A recent phishing scam, unveiled in Australia, used the guise of global logistics giant DHL in order to obtain victims’ addresses without their consent. The hackers created an email template, complete with Dahl’s logo and colour schemes, and fooled numerous citizens.
As reported in a blog, the email was crafted in a manner that convinced the targets to enter their delivery address into the phishing system, handing out data to hackers. The email claimed that a package for the target was “undelivered”, and that DHL needed the exact delivery address.
The email also provided a link Phishing where the target needed to enter the said address. This page resembled the DHL login page and already had the login details filled. Once a user tries to enter using these credentials, the login fails – because this is a fake login page – and the credentials are harvested by the perpetrators.
Additionally, the email address from which this sham email is sent appears to be a valid DHL address.
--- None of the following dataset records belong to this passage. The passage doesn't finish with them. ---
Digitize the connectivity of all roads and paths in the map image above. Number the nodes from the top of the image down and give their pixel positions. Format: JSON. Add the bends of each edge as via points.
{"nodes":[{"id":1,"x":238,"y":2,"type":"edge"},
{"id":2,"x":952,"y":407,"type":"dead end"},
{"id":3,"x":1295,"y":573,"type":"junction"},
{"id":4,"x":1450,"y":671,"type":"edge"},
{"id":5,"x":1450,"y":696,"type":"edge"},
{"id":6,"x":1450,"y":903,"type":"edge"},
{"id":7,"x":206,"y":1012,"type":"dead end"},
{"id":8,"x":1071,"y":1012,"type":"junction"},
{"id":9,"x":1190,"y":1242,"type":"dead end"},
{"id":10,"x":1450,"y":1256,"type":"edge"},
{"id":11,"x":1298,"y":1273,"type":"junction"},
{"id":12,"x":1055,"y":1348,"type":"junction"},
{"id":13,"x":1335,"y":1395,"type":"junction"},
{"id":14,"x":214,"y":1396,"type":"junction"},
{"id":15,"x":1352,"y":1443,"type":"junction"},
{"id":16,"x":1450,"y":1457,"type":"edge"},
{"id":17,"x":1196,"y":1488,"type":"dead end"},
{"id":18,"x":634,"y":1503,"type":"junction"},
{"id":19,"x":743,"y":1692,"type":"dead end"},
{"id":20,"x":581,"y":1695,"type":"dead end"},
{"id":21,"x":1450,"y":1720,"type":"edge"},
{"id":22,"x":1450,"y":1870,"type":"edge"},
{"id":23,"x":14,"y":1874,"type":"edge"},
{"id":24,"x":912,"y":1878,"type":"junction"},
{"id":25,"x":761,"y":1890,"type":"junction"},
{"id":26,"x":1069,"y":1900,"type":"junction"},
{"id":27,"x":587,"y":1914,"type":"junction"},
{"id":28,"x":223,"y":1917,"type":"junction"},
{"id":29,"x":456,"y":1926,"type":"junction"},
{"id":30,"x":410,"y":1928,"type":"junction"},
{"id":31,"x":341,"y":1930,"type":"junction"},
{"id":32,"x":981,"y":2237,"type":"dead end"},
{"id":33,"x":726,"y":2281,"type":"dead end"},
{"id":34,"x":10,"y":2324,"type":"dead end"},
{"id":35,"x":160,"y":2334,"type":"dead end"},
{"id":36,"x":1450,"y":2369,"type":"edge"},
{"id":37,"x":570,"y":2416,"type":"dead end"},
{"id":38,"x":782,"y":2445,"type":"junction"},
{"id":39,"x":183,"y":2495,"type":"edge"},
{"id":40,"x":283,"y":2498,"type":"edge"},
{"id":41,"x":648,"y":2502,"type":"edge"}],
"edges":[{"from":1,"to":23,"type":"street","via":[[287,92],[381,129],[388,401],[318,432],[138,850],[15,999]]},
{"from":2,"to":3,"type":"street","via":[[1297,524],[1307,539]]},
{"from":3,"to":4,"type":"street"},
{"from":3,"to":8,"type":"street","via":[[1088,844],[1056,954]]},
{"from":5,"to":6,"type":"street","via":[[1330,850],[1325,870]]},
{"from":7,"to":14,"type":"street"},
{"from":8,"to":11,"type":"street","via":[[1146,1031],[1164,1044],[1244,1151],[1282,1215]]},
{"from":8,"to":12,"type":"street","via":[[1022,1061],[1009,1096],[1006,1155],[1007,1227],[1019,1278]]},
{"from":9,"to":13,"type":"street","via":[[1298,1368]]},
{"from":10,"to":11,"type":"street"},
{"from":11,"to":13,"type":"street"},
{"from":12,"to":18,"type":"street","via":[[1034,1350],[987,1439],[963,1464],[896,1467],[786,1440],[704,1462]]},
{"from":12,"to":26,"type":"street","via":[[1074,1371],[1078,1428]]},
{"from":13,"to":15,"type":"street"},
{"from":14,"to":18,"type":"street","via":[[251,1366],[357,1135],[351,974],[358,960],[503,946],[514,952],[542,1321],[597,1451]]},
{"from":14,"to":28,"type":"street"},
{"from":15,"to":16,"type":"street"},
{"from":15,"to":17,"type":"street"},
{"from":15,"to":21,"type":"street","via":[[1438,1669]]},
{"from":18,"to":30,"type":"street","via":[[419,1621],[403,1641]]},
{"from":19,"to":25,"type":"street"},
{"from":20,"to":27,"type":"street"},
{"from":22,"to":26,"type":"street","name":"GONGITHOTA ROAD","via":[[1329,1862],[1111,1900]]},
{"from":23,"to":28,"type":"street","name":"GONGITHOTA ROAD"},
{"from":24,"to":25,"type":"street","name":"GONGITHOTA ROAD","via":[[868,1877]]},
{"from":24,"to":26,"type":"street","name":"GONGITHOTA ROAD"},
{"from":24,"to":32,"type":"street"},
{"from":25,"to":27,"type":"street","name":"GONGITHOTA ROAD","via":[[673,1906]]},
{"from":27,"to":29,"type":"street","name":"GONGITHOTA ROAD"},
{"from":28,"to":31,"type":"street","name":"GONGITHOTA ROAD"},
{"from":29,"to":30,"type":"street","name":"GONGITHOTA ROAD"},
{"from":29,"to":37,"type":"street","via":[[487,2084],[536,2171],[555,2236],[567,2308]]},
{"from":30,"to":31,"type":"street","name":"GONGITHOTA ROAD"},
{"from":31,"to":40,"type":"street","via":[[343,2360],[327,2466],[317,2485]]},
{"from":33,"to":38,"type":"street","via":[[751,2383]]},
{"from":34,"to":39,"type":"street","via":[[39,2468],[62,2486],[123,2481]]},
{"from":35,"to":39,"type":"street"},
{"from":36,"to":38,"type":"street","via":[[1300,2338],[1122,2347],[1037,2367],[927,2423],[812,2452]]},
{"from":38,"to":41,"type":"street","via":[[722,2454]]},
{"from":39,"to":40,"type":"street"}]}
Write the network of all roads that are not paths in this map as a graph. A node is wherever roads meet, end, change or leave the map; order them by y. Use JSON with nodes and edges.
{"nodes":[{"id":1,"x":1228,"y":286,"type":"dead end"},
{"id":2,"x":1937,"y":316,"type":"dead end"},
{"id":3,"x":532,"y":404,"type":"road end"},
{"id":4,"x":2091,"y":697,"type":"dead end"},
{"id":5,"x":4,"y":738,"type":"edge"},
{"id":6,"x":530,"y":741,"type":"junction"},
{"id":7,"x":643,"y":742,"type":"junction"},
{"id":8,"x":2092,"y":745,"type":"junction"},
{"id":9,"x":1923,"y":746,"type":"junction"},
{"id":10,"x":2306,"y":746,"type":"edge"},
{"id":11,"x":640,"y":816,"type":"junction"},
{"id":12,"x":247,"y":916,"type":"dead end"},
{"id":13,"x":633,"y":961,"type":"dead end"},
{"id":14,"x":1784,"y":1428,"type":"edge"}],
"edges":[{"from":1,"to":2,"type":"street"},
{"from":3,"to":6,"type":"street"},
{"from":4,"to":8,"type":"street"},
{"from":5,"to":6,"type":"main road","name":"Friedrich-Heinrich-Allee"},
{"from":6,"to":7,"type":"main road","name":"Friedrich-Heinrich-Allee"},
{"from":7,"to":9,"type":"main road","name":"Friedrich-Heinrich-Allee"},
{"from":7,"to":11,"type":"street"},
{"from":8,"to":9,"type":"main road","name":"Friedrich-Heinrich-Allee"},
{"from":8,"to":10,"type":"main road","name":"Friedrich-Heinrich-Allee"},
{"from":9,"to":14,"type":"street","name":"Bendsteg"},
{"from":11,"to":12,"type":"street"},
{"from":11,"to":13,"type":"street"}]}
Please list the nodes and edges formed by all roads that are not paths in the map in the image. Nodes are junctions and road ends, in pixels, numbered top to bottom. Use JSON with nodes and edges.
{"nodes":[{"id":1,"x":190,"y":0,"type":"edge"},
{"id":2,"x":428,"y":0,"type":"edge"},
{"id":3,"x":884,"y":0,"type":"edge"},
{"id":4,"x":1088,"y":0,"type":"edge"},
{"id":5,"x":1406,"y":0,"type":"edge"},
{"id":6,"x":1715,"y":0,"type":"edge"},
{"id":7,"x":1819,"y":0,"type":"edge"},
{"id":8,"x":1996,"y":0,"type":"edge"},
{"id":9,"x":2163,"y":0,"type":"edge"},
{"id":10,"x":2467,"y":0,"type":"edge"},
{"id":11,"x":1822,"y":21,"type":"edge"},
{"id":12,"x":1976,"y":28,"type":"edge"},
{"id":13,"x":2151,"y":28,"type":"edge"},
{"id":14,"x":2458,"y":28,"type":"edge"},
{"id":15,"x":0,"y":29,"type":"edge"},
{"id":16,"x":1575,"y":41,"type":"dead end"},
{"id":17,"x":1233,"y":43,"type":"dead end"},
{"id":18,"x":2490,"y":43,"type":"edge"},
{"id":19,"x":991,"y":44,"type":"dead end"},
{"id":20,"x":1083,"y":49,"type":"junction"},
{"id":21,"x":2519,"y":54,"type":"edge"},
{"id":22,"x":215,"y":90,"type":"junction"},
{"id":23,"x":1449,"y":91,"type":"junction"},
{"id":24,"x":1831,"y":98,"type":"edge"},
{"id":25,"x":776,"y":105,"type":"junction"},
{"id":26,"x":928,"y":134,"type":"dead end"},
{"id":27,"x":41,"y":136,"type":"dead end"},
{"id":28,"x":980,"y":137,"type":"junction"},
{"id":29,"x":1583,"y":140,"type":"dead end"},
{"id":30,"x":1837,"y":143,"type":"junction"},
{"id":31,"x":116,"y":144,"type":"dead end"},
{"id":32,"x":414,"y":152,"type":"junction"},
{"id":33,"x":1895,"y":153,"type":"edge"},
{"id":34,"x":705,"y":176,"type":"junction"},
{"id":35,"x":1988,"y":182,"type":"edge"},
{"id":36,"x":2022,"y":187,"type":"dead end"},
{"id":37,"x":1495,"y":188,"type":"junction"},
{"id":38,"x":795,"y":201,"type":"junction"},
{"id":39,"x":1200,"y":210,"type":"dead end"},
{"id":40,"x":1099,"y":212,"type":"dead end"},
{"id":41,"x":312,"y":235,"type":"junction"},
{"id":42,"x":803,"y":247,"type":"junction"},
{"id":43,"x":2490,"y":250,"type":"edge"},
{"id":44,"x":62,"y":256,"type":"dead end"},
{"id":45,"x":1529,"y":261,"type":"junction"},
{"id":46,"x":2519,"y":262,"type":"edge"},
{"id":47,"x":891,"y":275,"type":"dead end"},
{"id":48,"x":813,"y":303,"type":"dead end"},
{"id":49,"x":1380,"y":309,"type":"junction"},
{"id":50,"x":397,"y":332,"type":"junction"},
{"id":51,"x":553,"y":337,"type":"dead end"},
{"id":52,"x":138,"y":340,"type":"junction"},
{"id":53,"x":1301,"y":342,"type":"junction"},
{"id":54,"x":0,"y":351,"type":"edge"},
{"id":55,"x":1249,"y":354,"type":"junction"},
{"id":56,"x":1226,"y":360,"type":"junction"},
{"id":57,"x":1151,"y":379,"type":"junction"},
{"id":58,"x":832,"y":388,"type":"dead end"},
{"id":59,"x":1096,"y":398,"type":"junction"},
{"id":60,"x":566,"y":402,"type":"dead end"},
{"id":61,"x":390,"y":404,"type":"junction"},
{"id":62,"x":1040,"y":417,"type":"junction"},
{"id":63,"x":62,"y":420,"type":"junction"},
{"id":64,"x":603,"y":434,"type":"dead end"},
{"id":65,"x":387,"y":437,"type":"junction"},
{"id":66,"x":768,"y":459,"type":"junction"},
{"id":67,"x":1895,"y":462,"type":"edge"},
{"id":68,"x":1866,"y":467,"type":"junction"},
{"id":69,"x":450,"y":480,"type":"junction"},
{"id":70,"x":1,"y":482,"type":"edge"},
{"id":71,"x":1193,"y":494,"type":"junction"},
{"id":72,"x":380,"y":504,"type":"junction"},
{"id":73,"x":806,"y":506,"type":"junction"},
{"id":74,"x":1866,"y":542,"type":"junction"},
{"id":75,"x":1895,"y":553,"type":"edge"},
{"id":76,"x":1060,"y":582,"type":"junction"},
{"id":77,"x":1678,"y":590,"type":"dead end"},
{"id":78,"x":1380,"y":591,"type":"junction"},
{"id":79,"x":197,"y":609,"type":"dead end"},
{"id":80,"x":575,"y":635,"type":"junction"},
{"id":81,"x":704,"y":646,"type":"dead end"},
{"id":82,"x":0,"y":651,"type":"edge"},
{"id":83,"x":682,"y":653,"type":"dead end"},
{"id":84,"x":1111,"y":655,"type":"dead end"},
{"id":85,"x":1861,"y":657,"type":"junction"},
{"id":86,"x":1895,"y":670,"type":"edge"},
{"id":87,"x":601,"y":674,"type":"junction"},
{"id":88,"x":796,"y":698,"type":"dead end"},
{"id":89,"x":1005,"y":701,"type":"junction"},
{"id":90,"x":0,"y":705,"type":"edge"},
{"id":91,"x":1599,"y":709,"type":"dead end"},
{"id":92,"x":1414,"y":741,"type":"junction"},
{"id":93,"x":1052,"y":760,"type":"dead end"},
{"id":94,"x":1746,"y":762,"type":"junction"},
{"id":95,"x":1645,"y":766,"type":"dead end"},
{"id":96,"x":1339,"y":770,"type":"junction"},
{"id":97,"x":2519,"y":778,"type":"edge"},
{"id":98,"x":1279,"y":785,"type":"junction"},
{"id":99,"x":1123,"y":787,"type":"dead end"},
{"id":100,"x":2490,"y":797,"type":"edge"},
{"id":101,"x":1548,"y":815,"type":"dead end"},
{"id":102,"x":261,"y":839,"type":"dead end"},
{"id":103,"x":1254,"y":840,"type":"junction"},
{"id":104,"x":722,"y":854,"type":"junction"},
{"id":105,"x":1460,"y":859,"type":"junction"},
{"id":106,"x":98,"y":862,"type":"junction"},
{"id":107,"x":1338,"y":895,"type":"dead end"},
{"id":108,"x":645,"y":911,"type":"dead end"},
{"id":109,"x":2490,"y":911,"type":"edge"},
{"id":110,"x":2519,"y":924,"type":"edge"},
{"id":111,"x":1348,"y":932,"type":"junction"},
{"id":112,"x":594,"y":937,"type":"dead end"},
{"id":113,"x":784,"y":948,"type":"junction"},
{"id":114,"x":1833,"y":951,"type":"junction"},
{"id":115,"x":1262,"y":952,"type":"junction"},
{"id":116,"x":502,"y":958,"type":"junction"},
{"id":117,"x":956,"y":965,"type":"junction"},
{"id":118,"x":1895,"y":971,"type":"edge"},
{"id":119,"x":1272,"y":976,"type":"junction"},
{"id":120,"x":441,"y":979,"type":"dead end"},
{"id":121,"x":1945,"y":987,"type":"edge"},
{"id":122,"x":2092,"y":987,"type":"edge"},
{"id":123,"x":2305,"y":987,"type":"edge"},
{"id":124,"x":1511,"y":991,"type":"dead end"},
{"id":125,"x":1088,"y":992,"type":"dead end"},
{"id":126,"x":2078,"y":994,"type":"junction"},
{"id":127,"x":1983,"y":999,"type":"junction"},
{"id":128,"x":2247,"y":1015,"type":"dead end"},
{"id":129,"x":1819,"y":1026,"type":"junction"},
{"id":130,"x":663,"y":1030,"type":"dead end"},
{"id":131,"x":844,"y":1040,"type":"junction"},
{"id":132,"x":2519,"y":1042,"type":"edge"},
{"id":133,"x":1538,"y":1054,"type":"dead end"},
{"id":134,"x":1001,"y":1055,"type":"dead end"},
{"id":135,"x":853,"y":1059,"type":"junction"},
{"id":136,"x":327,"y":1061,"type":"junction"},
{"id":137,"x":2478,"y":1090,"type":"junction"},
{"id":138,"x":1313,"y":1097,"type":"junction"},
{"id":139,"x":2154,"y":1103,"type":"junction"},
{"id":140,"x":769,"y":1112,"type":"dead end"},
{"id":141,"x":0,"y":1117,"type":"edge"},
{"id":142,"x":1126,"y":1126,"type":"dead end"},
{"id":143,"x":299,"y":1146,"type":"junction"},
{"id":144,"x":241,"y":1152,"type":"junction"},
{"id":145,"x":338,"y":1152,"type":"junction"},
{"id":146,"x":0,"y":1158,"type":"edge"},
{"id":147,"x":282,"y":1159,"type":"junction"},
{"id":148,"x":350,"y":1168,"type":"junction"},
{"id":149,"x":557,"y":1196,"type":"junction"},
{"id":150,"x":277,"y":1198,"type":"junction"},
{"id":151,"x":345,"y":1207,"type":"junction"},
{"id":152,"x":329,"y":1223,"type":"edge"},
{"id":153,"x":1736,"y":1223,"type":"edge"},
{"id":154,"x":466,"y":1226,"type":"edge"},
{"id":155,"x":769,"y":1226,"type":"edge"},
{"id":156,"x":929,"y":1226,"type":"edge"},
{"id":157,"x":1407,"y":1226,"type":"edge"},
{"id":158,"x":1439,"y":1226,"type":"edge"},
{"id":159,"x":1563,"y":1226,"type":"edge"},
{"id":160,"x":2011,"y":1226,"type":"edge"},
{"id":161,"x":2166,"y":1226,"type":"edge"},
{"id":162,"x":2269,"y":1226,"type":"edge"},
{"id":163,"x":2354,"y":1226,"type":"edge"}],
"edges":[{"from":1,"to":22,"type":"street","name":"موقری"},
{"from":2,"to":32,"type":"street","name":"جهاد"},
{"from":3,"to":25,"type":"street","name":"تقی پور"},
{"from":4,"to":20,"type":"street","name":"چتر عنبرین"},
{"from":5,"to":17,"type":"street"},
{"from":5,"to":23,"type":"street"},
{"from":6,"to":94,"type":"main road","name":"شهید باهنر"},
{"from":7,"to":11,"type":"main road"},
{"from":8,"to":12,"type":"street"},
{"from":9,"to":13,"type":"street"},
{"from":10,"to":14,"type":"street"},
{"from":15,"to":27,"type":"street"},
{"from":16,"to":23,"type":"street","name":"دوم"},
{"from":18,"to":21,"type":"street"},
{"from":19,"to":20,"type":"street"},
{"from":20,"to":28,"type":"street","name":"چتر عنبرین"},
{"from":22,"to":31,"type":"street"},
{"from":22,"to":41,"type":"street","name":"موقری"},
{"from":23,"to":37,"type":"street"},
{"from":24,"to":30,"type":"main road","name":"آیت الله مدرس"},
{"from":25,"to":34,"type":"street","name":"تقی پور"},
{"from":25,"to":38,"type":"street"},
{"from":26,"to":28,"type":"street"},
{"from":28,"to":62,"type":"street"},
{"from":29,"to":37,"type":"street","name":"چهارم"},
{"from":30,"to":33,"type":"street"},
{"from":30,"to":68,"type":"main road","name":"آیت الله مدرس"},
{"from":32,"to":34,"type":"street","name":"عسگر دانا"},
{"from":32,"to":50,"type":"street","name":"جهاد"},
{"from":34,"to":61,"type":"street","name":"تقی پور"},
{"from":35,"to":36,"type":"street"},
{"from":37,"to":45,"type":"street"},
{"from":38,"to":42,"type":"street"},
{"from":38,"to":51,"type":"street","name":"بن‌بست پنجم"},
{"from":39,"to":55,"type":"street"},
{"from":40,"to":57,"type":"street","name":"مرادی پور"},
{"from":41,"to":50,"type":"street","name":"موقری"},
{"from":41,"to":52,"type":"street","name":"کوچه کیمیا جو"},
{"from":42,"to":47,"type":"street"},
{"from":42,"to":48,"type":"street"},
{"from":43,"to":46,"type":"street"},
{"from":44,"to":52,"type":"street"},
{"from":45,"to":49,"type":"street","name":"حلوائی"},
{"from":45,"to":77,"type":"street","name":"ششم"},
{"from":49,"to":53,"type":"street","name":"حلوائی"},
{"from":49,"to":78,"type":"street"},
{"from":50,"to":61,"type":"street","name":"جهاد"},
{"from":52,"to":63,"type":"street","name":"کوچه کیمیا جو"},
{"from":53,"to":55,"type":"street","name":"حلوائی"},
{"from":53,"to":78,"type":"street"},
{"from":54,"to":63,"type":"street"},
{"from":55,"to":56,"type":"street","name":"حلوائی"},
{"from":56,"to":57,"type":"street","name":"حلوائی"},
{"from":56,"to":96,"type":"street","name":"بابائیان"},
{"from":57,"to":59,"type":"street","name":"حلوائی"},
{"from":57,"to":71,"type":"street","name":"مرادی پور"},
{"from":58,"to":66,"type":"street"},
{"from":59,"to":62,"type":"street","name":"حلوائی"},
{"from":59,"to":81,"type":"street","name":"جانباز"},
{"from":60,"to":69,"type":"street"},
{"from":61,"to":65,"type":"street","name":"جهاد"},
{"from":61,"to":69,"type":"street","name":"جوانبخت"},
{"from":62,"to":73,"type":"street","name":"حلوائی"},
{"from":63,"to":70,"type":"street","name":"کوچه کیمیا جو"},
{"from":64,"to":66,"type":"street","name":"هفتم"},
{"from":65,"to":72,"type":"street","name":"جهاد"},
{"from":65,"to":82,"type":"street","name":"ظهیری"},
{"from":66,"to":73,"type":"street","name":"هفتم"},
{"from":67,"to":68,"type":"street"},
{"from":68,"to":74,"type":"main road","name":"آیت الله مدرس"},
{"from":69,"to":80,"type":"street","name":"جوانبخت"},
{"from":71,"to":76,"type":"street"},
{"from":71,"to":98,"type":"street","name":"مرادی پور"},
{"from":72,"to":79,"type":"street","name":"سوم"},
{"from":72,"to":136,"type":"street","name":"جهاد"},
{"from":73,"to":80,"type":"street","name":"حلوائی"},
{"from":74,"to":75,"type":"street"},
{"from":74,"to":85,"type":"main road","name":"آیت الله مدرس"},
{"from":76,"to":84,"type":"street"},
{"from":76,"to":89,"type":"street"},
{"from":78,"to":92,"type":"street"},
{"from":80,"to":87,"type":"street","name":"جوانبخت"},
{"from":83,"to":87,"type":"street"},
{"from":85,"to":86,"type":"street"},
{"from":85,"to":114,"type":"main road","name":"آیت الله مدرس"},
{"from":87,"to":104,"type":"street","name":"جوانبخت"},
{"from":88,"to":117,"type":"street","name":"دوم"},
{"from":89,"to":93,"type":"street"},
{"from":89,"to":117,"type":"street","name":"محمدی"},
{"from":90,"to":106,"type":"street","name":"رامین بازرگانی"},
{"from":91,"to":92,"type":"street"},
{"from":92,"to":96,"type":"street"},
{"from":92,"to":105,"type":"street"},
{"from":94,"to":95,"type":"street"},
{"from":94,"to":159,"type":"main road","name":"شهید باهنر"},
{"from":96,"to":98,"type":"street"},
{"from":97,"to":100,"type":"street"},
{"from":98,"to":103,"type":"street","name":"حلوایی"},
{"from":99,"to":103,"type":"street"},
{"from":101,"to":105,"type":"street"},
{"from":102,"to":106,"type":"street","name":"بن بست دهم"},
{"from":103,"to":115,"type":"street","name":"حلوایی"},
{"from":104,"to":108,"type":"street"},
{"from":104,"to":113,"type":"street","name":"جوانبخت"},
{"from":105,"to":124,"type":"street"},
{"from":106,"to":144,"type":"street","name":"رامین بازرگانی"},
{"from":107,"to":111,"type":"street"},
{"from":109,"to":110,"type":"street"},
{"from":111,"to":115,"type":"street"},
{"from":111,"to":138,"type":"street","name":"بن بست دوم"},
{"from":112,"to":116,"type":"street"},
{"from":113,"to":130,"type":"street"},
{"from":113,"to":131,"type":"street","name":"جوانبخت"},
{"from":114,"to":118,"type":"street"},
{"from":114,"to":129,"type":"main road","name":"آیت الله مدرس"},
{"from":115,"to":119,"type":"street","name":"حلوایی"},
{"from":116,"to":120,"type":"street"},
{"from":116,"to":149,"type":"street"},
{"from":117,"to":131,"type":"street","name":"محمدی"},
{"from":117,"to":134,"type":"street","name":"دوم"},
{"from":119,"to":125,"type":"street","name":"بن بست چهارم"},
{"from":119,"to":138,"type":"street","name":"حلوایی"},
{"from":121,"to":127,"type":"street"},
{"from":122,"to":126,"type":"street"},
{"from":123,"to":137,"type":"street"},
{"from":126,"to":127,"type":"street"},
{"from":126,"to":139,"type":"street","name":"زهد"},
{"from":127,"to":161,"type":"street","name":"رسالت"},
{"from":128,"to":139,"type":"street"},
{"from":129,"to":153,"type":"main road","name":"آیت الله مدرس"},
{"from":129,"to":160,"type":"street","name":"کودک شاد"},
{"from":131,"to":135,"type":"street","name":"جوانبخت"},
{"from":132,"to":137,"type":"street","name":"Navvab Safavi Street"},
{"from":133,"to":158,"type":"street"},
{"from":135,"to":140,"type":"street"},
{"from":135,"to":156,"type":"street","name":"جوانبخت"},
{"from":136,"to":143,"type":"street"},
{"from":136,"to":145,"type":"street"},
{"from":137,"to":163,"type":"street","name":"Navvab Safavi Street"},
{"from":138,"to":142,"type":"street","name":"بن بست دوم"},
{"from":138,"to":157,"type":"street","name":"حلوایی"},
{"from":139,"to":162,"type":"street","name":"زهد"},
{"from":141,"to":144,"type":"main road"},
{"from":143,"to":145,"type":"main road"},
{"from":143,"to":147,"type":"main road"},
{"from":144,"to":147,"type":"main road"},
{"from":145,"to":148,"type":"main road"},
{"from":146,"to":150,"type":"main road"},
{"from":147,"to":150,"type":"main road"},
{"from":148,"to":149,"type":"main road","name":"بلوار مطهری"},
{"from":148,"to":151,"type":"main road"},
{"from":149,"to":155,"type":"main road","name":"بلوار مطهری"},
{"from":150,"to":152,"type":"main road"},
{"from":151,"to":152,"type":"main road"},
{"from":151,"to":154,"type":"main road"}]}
In reality, it originates from an overseas mail server which has been compromised.
These kinds of scams involving prominent retailers and delivery corporations have risen sharply with the increase in e-commerce services during the Covid-19 pandemic. The hackers make their emails as convincing as possible and make them seem very credible.
Despite these attempts, there are clear red flags in this phishing scam. The email is not addressed to the recipient personally, and the phishing page also does not have a domain name belonging to DHL.
DHL advised their customers to keep a watchful eye over digital correspondence. The company said, “If you suspect having received fraudulent emails, SMS or found a website or social media account that tries to pass off as DHL, we encourage you to let us know at your earliest convenience so that we can quickly take actions to stop the fraud””. DHL even issued a real email address to contact in cases of suspected phishing activity.